Collected data entries
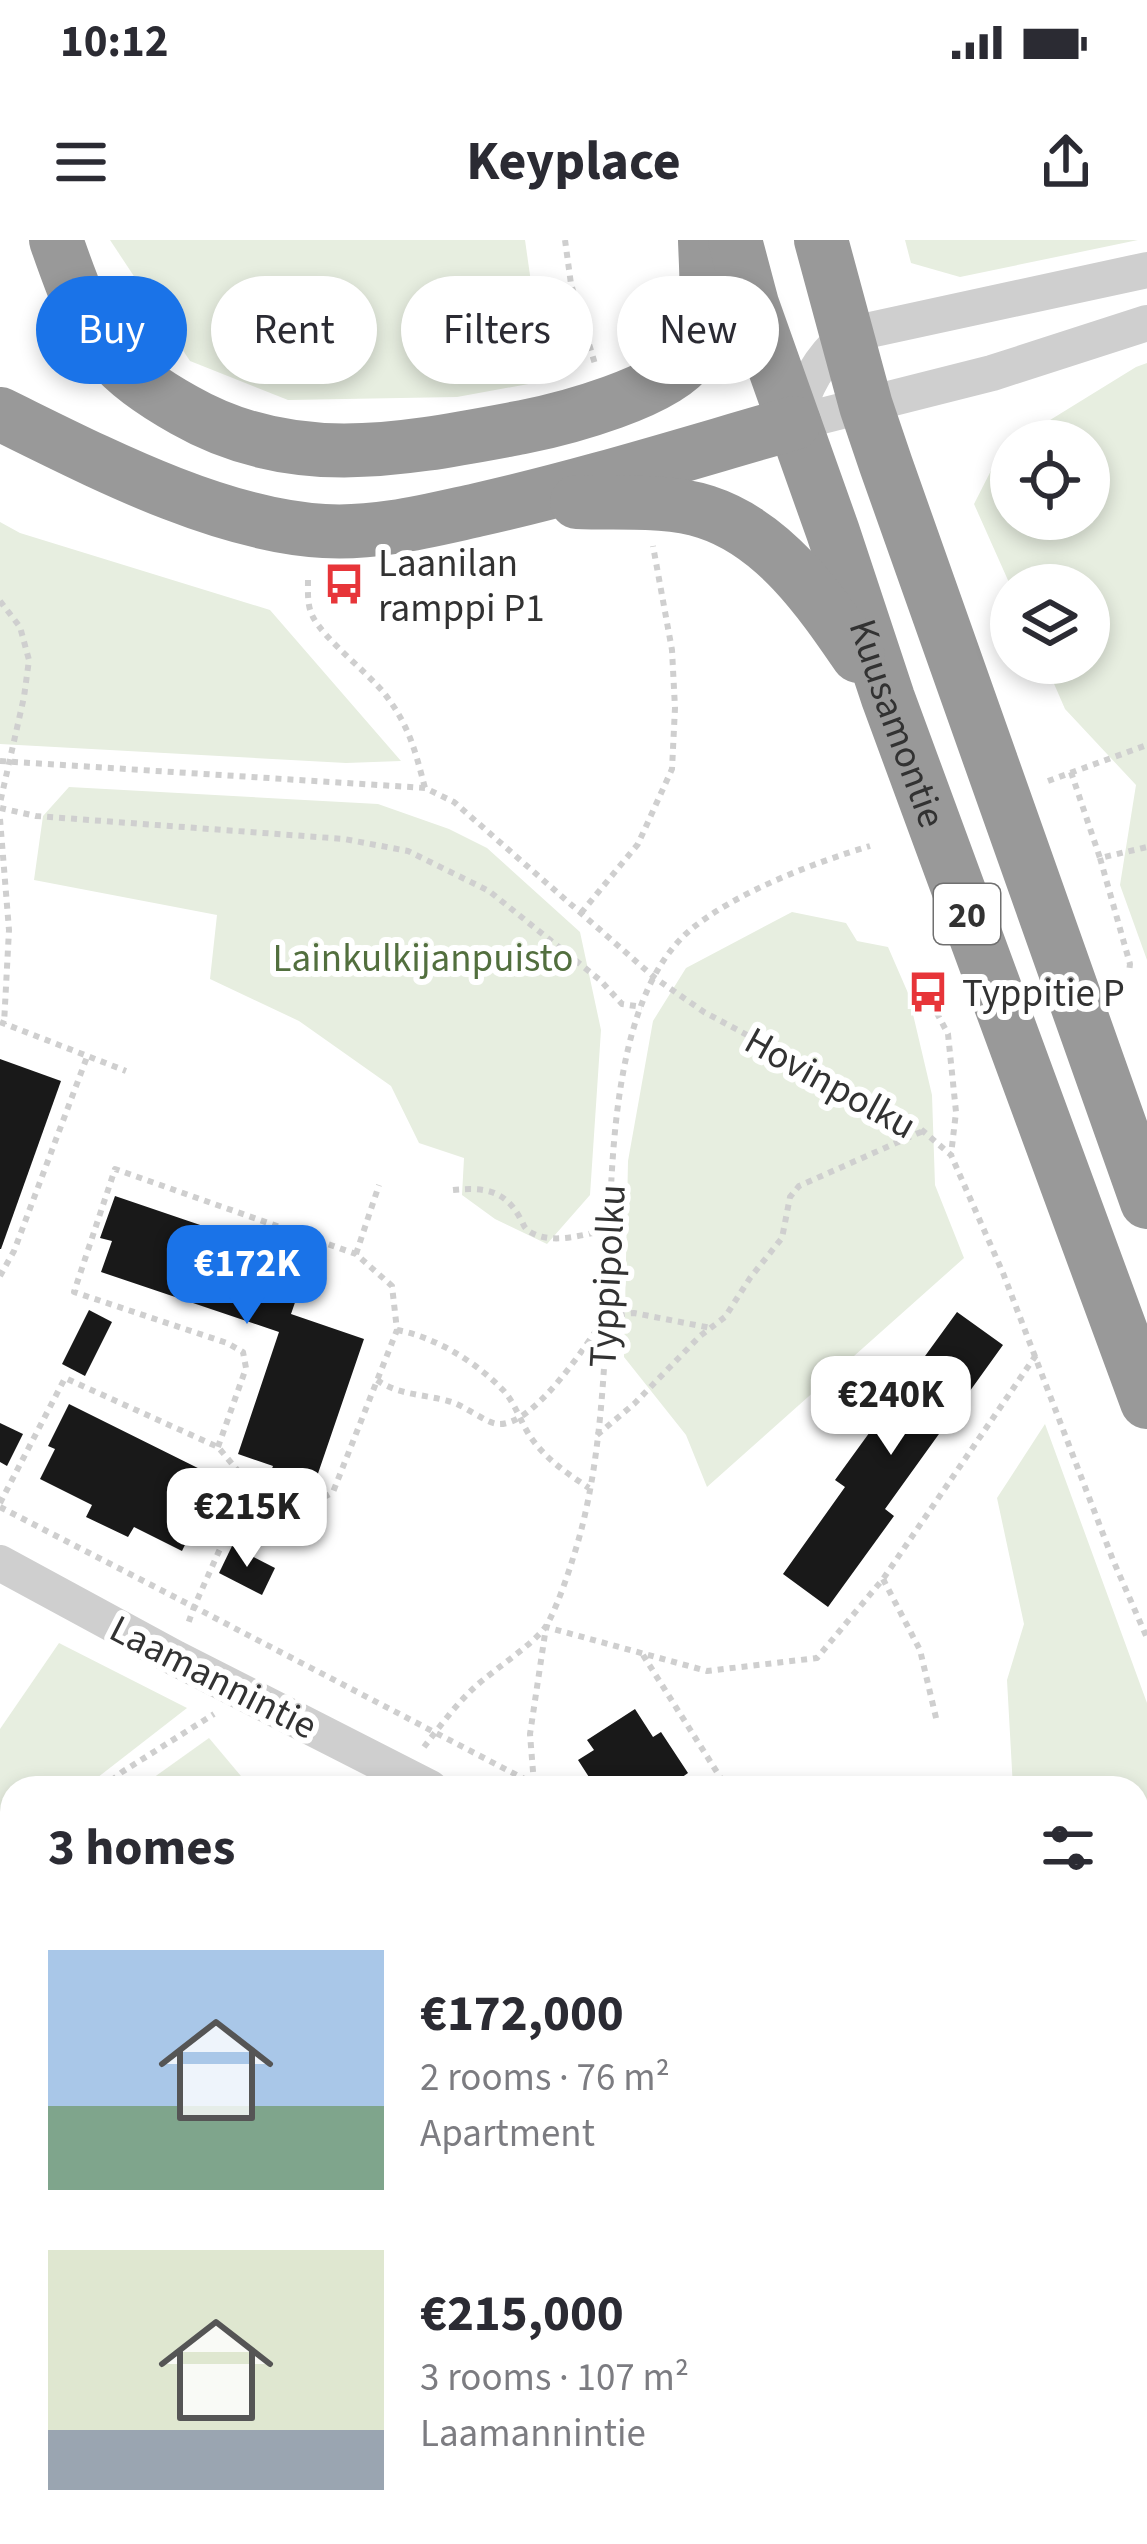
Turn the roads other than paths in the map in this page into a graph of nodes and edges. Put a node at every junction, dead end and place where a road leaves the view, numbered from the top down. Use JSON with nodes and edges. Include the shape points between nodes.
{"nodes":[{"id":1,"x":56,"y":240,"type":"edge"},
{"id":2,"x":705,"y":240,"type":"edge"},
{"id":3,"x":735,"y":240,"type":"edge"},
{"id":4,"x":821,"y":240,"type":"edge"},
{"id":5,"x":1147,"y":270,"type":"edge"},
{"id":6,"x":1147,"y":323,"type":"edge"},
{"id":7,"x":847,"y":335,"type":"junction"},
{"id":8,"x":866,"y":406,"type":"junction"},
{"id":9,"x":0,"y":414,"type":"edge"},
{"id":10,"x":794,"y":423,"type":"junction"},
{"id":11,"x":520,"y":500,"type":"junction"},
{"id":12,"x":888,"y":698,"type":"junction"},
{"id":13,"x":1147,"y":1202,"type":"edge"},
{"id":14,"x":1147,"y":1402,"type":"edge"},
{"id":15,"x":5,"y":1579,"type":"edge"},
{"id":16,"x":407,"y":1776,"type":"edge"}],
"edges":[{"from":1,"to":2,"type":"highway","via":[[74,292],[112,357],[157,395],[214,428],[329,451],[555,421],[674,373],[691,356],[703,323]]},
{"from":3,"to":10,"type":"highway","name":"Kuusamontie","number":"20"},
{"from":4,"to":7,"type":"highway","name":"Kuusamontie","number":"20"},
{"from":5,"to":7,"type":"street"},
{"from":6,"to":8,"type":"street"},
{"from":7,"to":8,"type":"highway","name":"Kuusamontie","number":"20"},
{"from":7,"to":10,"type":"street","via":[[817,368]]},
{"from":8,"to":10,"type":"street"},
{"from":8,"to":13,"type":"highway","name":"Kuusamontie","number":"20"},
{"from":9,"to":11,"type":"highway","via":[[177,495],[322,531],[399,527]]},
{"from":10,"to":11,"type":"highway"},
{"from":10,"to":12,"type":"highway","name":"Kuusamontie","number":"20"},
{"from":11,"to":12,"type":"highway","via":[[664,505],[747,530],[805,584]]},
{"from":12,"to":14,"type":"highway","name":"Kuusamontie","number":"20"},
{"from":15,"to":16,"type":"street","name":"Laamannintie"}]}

### PROMPT
Print the records above exactly as they stand, but leave out the pictures.

### FINISHED TASK
Turn the roads other than paths in the map in this page into a graph of nodes and edges. Put a node at every junction, dead end and place where a road leaves the view, numbered from the top down. Use JSON with nodes and edges. Include the shape points between nodes.
{"nodes":[{"id":1,"x":56,"y":240,"type":"edge"},
{"id":2,"x":705,"y":240,"type":"edge"},
{"id":3,"x":735,"y":240,"type":"edge"},
{"id":4,"x":821,"y":240,"type":"edge"},
{"id":5,"x":1147,"y":270,"type":"edge"},
{"id":6,"x":1147,"y":323,"type":"edge"},
{"id":7,"x":847,"y":335,"type":"junction"},
{"id":8,"x":866,"y":406,"type":"junction"},
{"id":9,"x":0,"y":414,"type":"edge"},
{"id":10,"x":794,"y":423,"type":"junction"},
{"id":11,"x":520,"y":500,"type":"junction"},
{"id":12,"x":888,"y":698,"type":"junction"},
{"id":13,"x":1147,"y":1202,"type":"edge"},
{"id":14,"x":1147,"y":1402,"type":"edge"},
{"id":15,"x":5,"y":1579,"type":"edge"},
{"id":16,"x":407,"y":1776,"type":"edge"}],
"edges":[{"from":1,"to":2,"type":"highway","via":[[74,292],[112,357],[157,395],[214,428],[329,451],[555,421],[674,373],[691,356],[703,323]]},
{"from":3,"to":10,"type":"highway","name":"Kuusamontie","number":"20"},
{"from":4,"to":7,"type":"highway","name":"Kuusamontie","number":"20"},
{"from":5,"to":7,"type":"street"},
{"from":6,"to":8,"type":"street"},
{"from":7,"to":8,"type":"highway","name":"Kuusamontie","number":"20"},
{"from":7,"to":10,"type":"street","via":[[817,368]]},
{"from":8,"to":10,"type":"street"},
{"from":8,"to":13,"type":"highway","name":"Kuusamontie","number":"20"},
{"from":9,"to":11,"type":"highway","via":[[177,495],[322,531],[399,527]]},
{"from":10,"to":11,"type":"highway"},
{"from":10,"to":12,"type":"highway","name":"Kuusamontie","number":"20"},
{"from":11,"to":12,"type":"highway","via":[[664,505],[747,530],[805,584]]},
{"from":12,"to":14,"type":"highway","name":"Kuusamontie","number":"20"},
{"from":15,"to":16,"type":"street","name":"Laamannintie"}]}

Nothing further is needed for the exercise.